The same goes for employees. “I am passionate about the people that work on the shop floor,” Bather said.
Bather gave a presentation about hands-on management during the Society of Plastics Engineers' Rotational Molding Conference in Cleveland, held June 5-8.
Speaking in his Scottish accent, Bather gave a glimpse into the factory floor that was funny and entertaining — he started out by imitating Scotty on Star Trek.
He talked about his pet peeves, including lousy molds. “Why do you hate your operation so much? Why make them suffer with a bad mold?” he asked.
Rotational molding employees build up myths about the process, Bather said. They see patterns and think they are 100 percent correct. They will argue about things such as bolts vs. clamps to hold the mold closed. What's the answer? It depends, he said.
“One size doesn't fit all in rotomolding.”
Bather said it's important to listen to machine operators, who see problems first. “When I walk up to a machine, I go up and treat it as if it's their office,” Bather said.
At the same time, managers have to “control the terminology” when explaining the process, and decisions.
“You have to take as deep breath,” he said. “Please have people sit and use their eyes before they use their mouths.”

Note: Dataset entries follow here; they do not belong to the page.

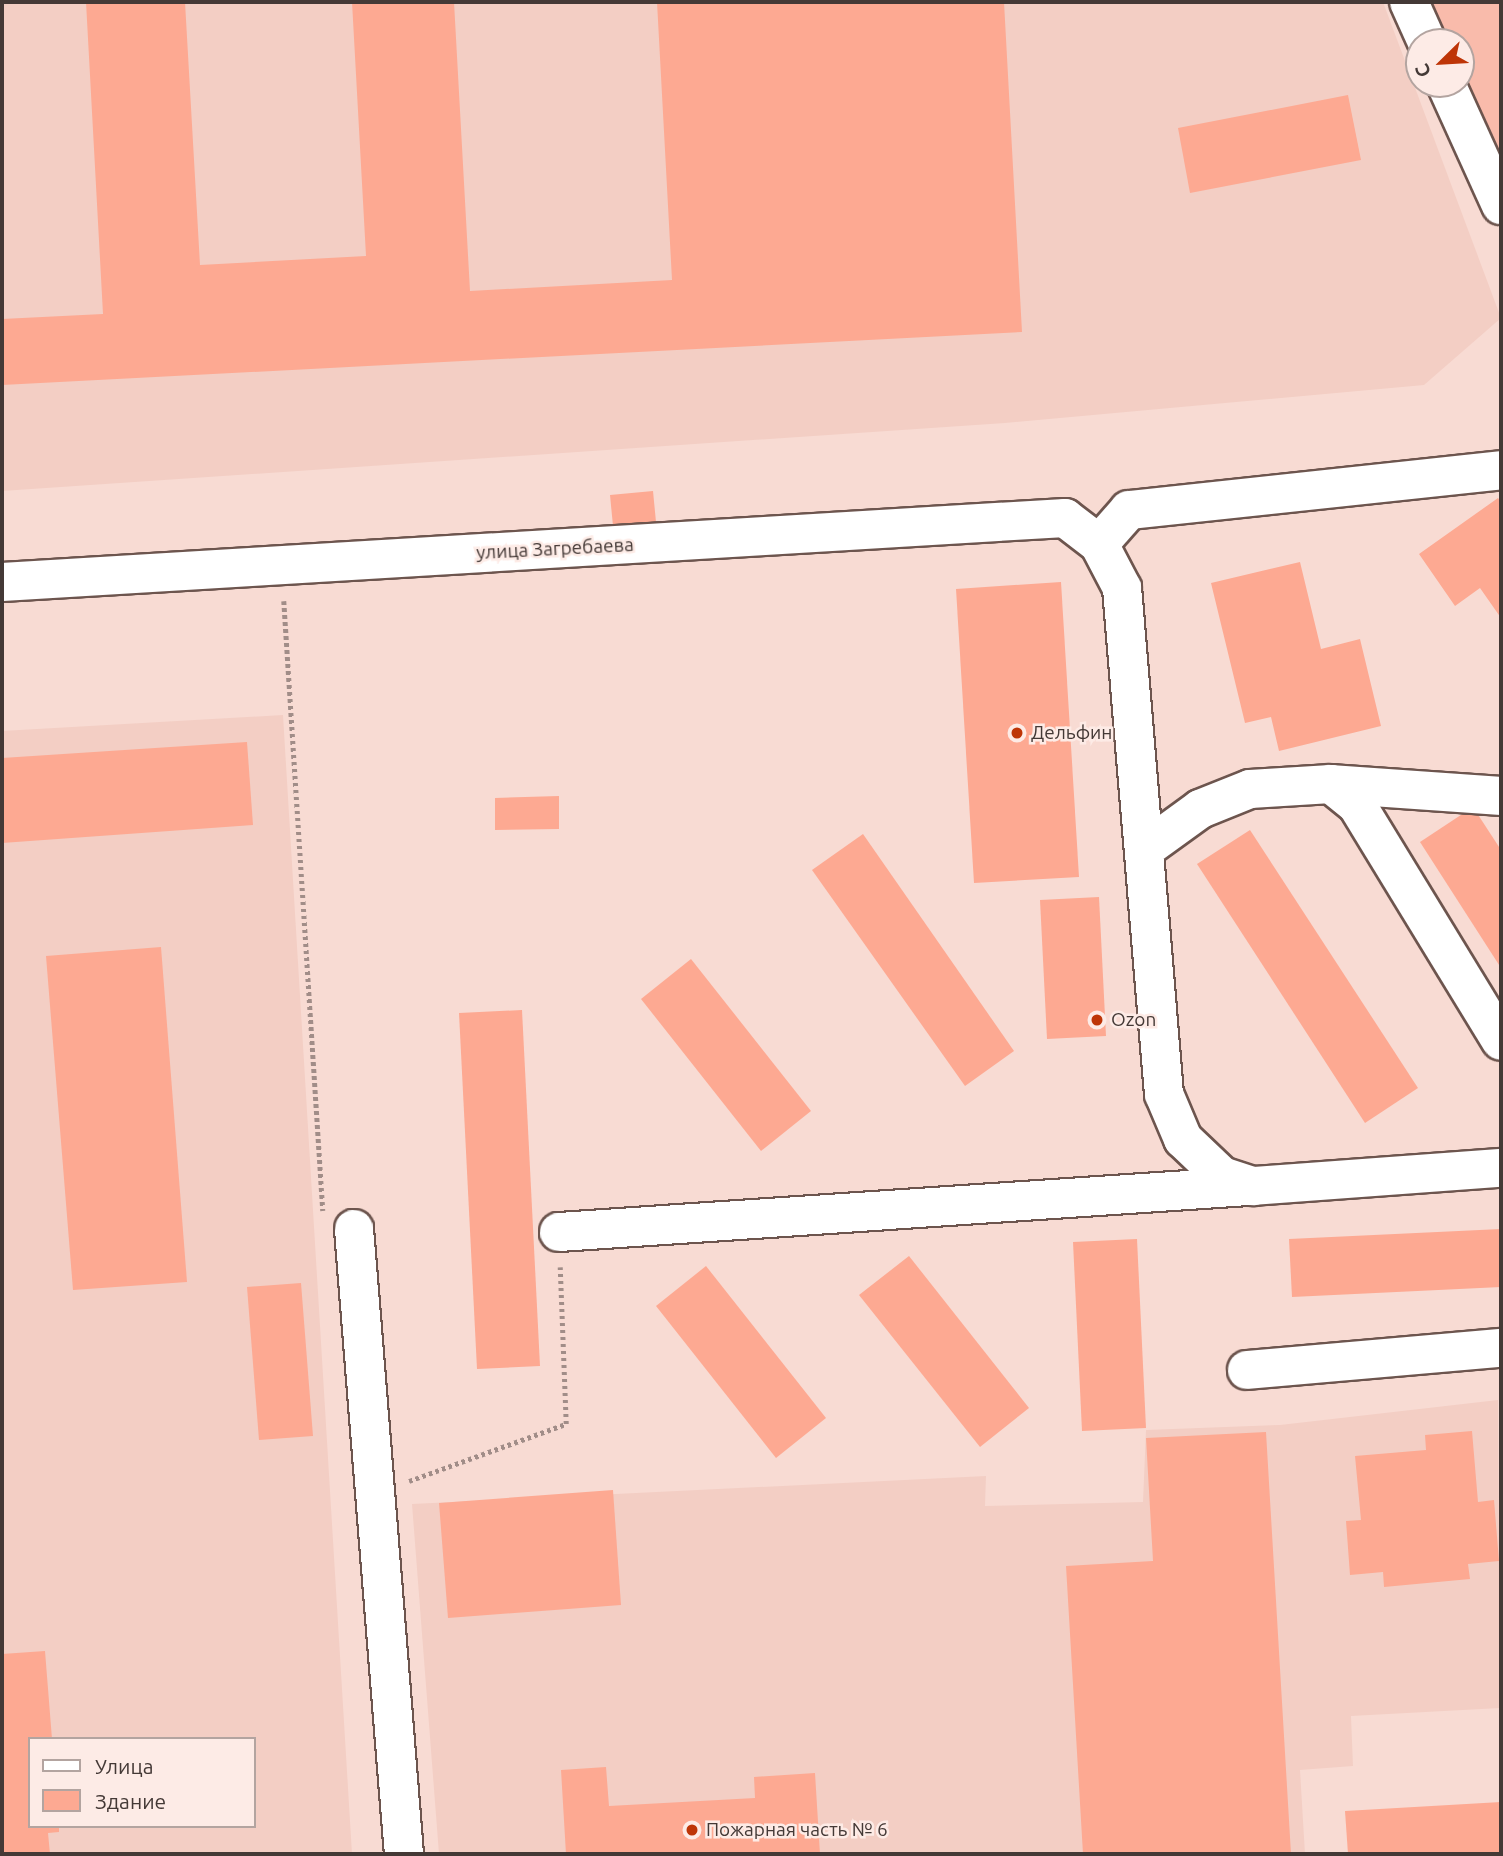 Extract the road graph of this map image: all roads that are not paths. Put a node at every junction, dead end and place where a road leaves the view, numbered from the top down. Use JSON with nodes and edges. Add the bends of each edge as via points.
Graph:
{"nodes":[{"id":1,"x":1409,"y":2,"type":"edge"},
{"id":2,"x":1421,"y":28,"type":"edge"},
{"id":3,"x":1452,"y":98,"type":"edge"},
{"id":4,"x":1501,"y":205,"type":"edge"},
{"id":5,"x":1501,"y":470,"type":"edge"},
{"id":6,"x":1099,"y":544,"type":"junction"},
{"id":7,"x":2,"y":583,"type":"edge"},
{"id":8,"x":1331,"y":784,"type":"junction"},
{"id":9,"x":1501,"y":796,"type":"edge"},
{"id":10,"x":1145,"y":849,"type":"junction"},
{"id":11,"x":1501,"y":1041,"type":"edge"},
{"id":12,"x":1501,"y":1168,"type":"edge"},
{"id":13,"x":1253,"y":1186,"type":"junction"},
{"id":14,"x":354,"y":1229,"type":"road end"},
{"id":15,"x":559,"y":1232,"type":"road end"},
{"id":16,"x":1501,"y":1348,"type":"edge"},
{"id":17,"x":1247,"y":1370,"type":"dead end"},
{"id":18,"x":404,"y":1854,"type":"edge"}],
"edges":[{"from":1,"to":2,"type":"street"},
{"from":3,"to":4,"type":"street"},
{"from":5,"to":6,"type":"street","via":[[1129,510]]},
{"from":6,"to":7,"type":"street","name":"улица Загребаева","via":[[1065,518]]},
{"from":6,"to":10,"type":"street","via":[[1122,588]]},
{"from":8,"to":9,"type":"street"},
{"from":8,"to":10,"type":"street","via":[[1250,789],[1200,809]]},
{"from":8,"to":11,"type":"street","via":[[1357,805]]},
{"from":10,"to":13,"type":"street","via":[[1164,1094],[1183,1139],[1222,1176]]},
{"from":12,"to":13,"type":"street"},
{"from":13,"to":15,"type":"street"},
{"from":14,"to":18,"type":"street","via":[[379,1492]]},
{"from":16,"to":17,"type":"street"}]} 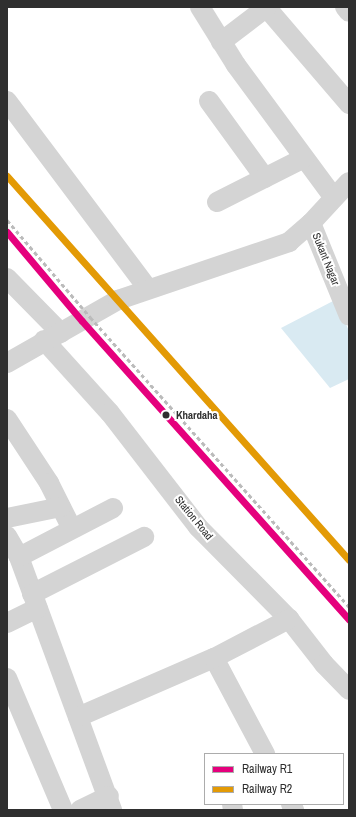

Bather said work instructions need to be updated and changed to make them as clear as possible. Plant floor workers are responsible for inspecting for quality at the Dunkirk factory.
In response to audience question, Bather said the Dunkirk factory starts new employees as parts finishers, then moves them to operators later. That way, he said, as finishers they see first-hand problems that can come from bad molding work.